▸ Required work: In the copy, include no images, and repeat each entry precisely as written.

▸ Data:
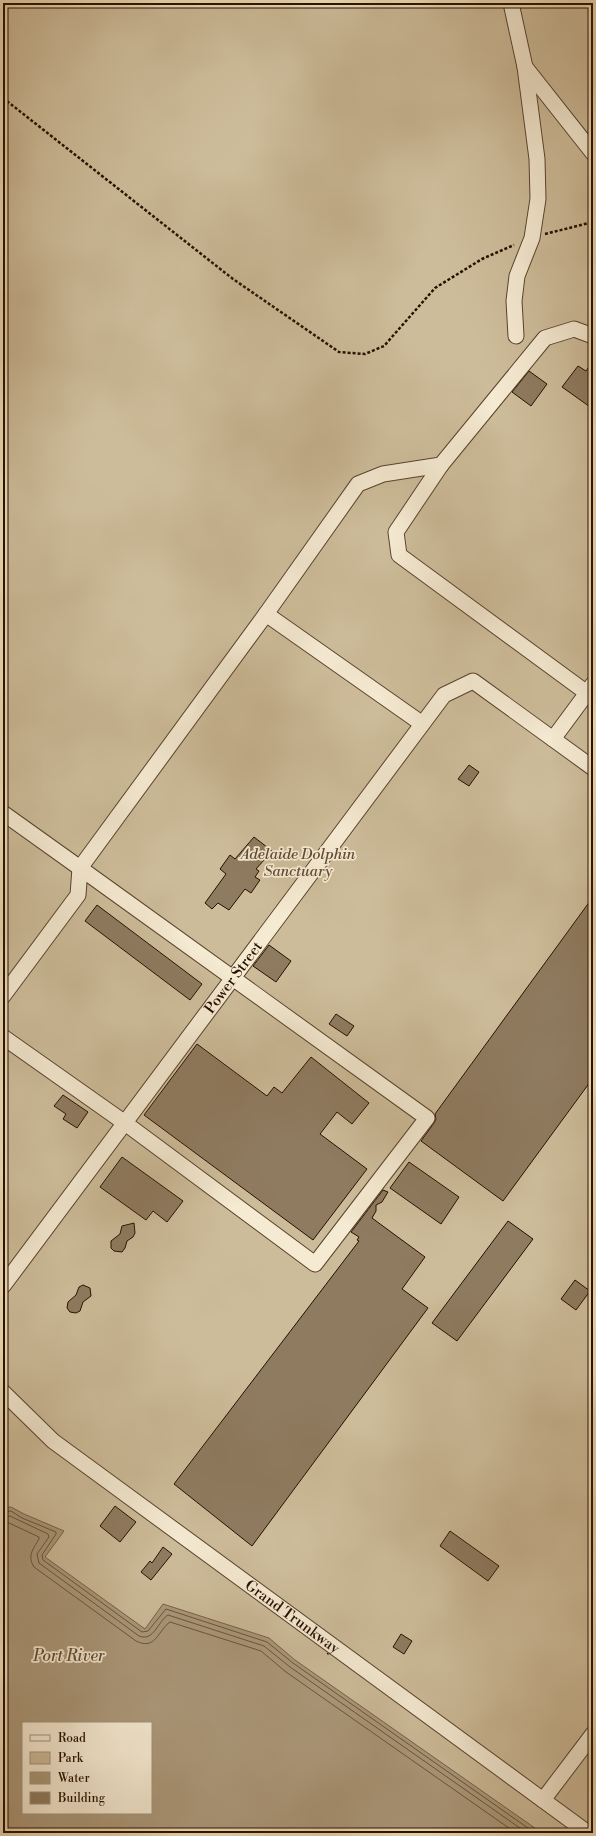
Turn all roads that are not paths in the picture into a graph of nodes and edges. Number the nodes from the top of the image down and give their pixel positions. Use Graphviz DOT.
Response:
graph roads {
  1 [pos="510,3"];
  2 [pos="525,67"];
  3 [pos="593,153"];
  4 [pos="516,336"];
  5 [pos="593,336"];
  6 [pos="441,465"];
  7 [pos="266,614"];
  8 [pos="591,691"];
  9 [pos="421,723"];
  10 [pos="553,739"];
  11 [pos="593,768"];
  12 [pos="3,813"];
  13 [pos="80,868"];
  14 [pos="233,978"];
  15 [pos="3,996"];
  16 [pos="3,1037"];
  17 [pos="125,1123"];
  18 [pos="3,1286"];
  19 [pos="3,1392"];
  20 [pos="593,1734"];
  21 [pos="543,1800"];
  22 [pos="588,1833"];
  1 -- 2 [label="lane"];
  2 -- 3 [label="lane"];
  2 -- 4 [label="lane"];
  5 -- 6 [label="lane"];
  6 -- 7 [label="lane"];
  6 -- 8 [label="lane"];
  7 -- 9 [label="lane"];
  7 -- 13 [label="lane"];
  8 -- 10 [label="lane"];
  9 -- 10 [label="lane, Power Street"];
  9 -- 14 [label="lane, Power Street"];
  10 -- 11 [label="lane"];
  12 -- 13 [label="lane"];
  13 -- 14 [label="lane"];
  13 -- 15 [label="lane"];
  14 -- 17 [label="lane, Power Street"];
  14 -- 17 [label="lane"];
  16 -- 17 [label="lane"];
  17 -- 18 [label="lane, Power Street"];
  19 -- 21 [label="lane, Grand Trunkway"];
  20 -- 21 [label="lane"];
  21 -- 22 [label="lane, Grand Trunkway"];
}
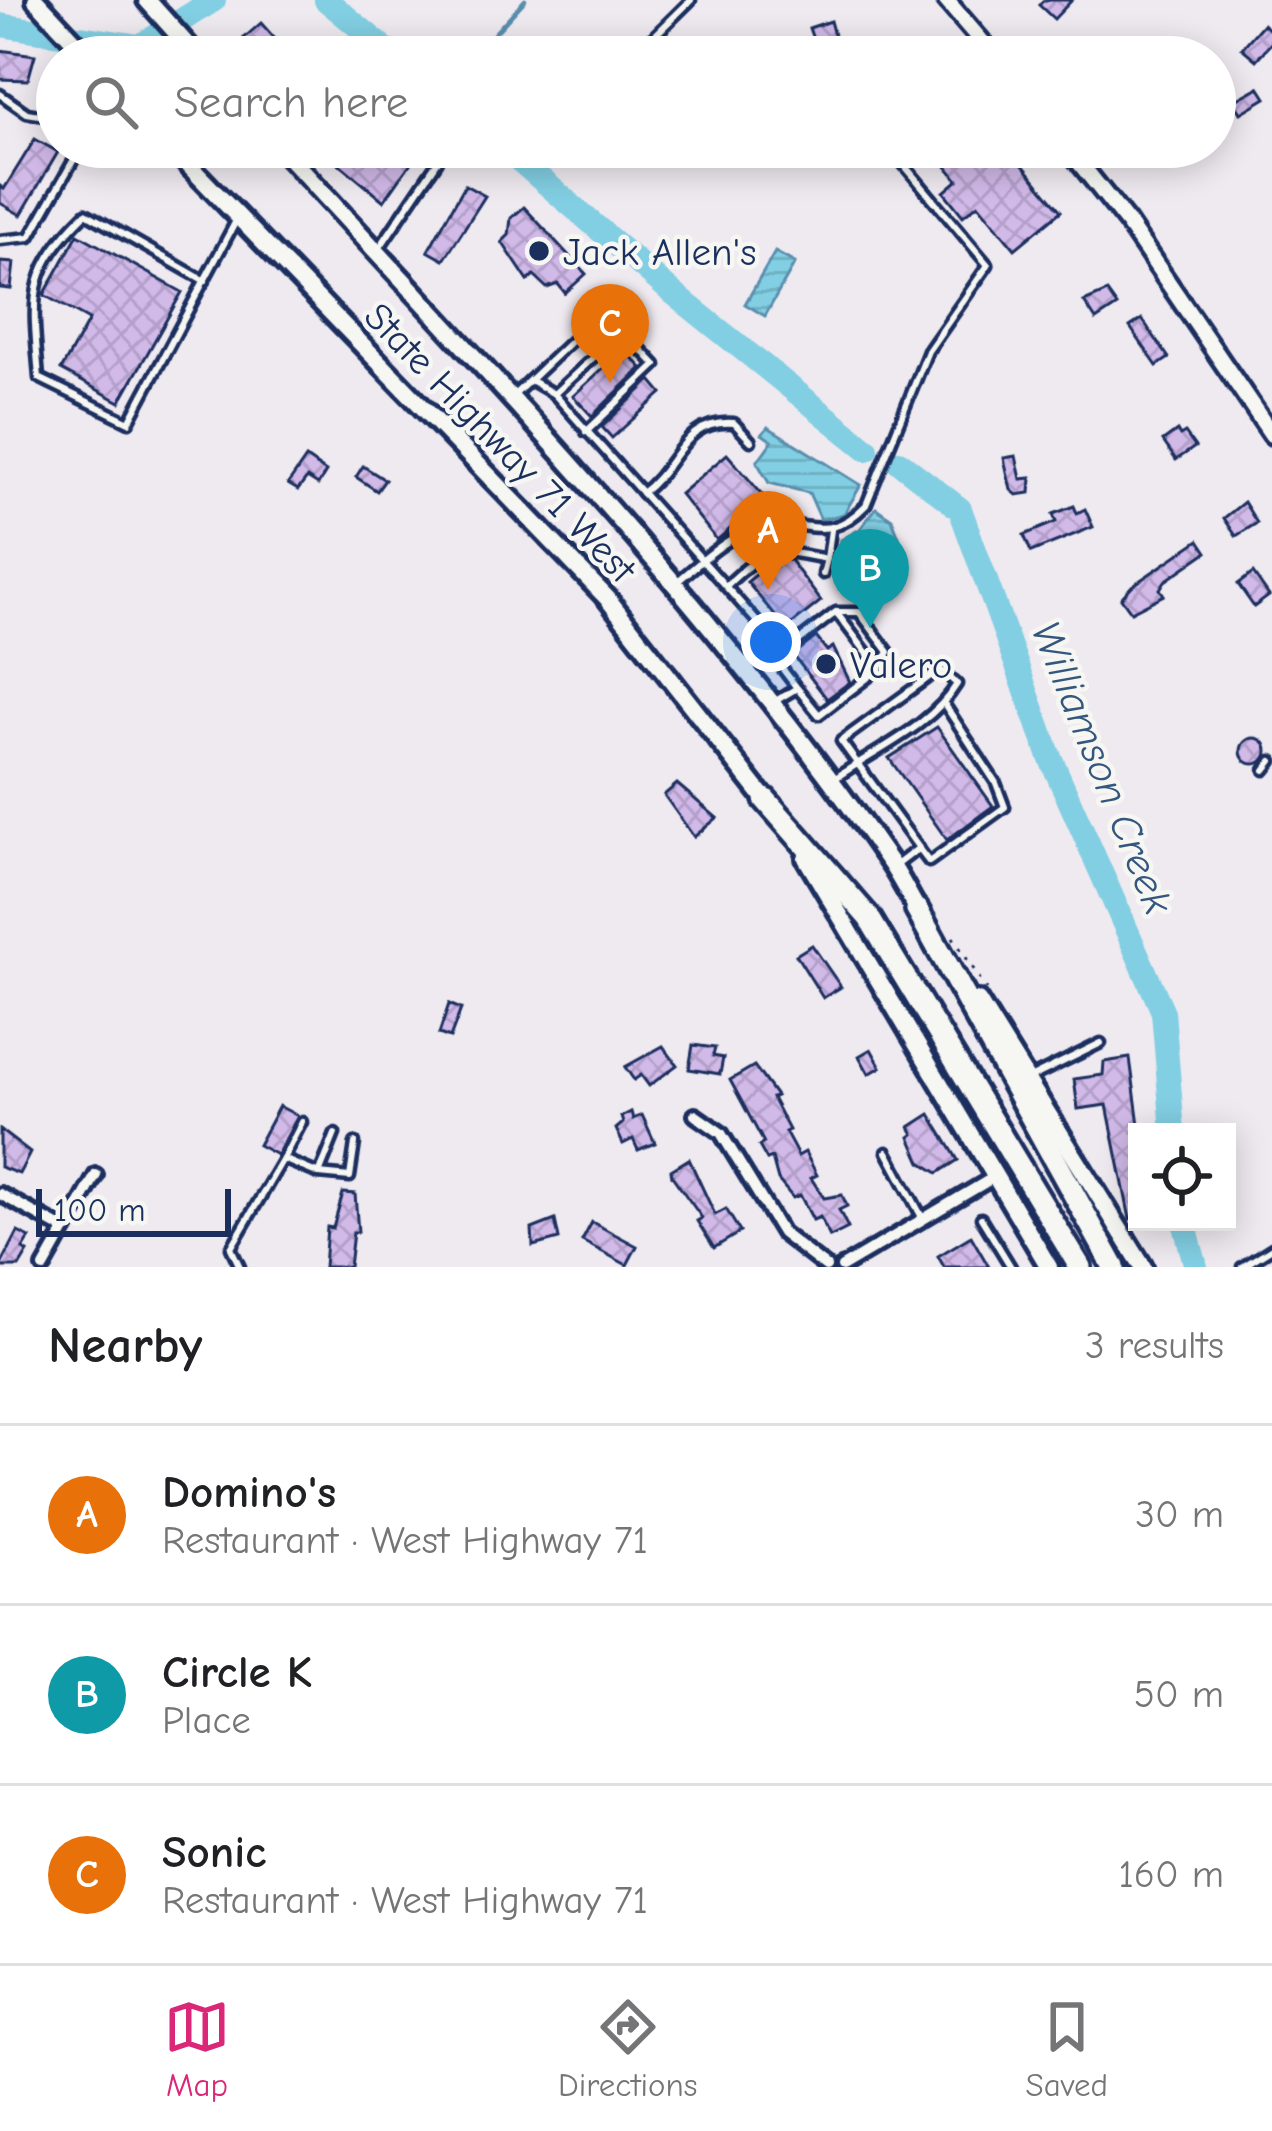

▸ Task result:
Turn all roads that are not paths in the picture into a graph of nodes and edges. Number the nodes from the top of the image down and give their pixel positions. Use Graphviz DOT.
Response:
graph roads {
  1 [pos="510,3"];
  2 [pos="525,67"];
  3 [pos="593,153"];
  4 [pos="516,336"];
  5 [pos="593,336"];
  6 [pos="441,465"];
  7 [pos="266,614"];
  8 [pos="591,691"];
  9 [pos="421,723"];
  10 [pos="553,739"];
  11 [pos="593,768"];
  12 [pos="3,813"];
  13 [pos="80,868"];
  14 [pos="233,978"];
  15 [pos="3,996"];
  16 [pos="3,1037"];
  17 [pos="125,1123"];
  18 [pos="3,1286"];
  19 [pos="3,1392"];
  20 [pos="593,1734"];
  21 [pos="543,1800"];
  22 [pos="588,1833"];
  1 -- 2 [label="lane"];
  2 -- 3 [label="lane"];
  2 -- 4 [label="lane"];
  5 -- 6 [label="lane"];
  6 -- 7 [label="lane"];
  6 -- 8 [label="lane"];
  7 -- 9 [label="lane"];
  7 -- 13 [label="lane"];
  8 -- 10 [label="lane"];
  9 -- 10 [label="lane, Power Street"];
  9 -- 14 [label="lane, Power Street"];
  10 -- 11 [label="lane"];
  12 -- 13 [label="lane"];
  13 -- 14 [label="lane"];
  13 -- 15 [label="lane"];
  14 -- 17 [label="lane, Power Street"];
  14 -- 17 [label="lane"];
  16 -- 17 [label="lane"];
  17 -- 18 [label="lane, Power Street"];
  19 -- 21 [label="lane, Grand Trunkway"];
  20 -- 21 [label="lane"];
  21 -- 22 [label="lane, Grand Trunkway"];
}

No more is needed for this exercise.